BEGIN Entries supplied
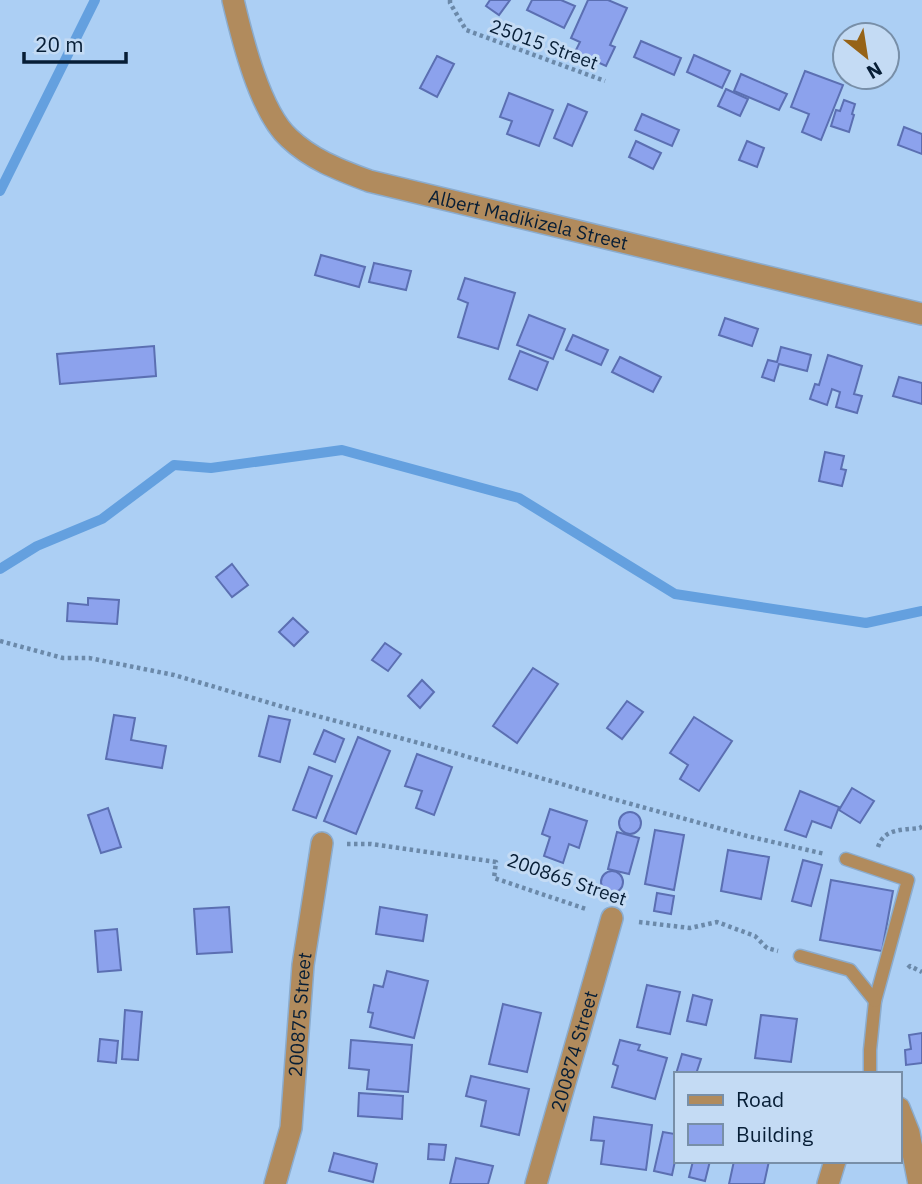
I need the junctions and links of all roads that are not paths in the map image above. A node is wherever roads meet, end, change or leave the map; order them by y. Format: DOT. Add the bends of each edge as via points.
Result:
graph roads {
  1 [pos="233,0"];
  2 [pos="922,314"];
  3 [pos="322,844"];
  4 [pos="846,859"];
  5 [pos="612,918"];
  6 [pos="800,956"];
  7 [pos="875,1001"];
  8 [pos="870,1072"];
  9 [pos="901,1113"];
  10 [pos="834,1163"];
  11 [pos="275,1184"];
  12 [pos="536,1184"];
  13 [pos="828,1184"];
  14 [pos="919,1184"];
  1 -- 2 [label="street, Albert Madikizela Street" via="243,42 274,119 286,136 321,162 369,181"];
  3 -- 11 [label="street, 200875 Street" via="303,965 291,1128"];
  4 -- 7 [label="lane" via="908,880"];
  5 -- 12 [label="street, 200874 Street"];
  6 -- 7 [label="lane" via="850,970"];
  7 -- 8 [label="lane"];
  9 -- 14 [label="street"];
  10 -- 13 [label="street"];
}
END Entries supplied
● **Task instructions**: Restate each entry word for word, leaving out any pictures.

● **Solution to the exercise**:
I need the junctions and links of all roads that are not paths in the map image above. A node is wherever roads meet, end, change or leave the map; order them by y. Format: DOT. Add the bends of each edge as via points.
Result:
graph roads {
  1 [pos="233,0"];
  2 [pos="922,314"];
  3 [pos="322,844"];
  4 [pos="846,859"];
  5 [pos="612,918"];
  6 [pos="800,956"];
  7 [pos="875,1001"];
  8 [pos="870,1072"];
  9 [pos="901,1113"];
  10 [pos="834,1163"];
  11 [pos="275,1184"];
  12 [pos="536,1184"];
  13 [pos="828,1184"];
  14 [pos="919,1184"];
  1 -- 2 [label="street, Albert Madikizela Street" via="243,42 274,119 286,136 321,162 369,181"];
  3 -- 11 [label="street, 200875 Street" via="303,965 291,1128"];
  4 -- 7 [label="lane" via="908,880"];
  5 -- 12 [label="street, 200874 Street"];
  6 -- 7 [label="lane" via="850,970"];
  7 -- 8 [label="lane"];
  9 -- 14 [label="street"];
  10 -- 13 [label="street"];
}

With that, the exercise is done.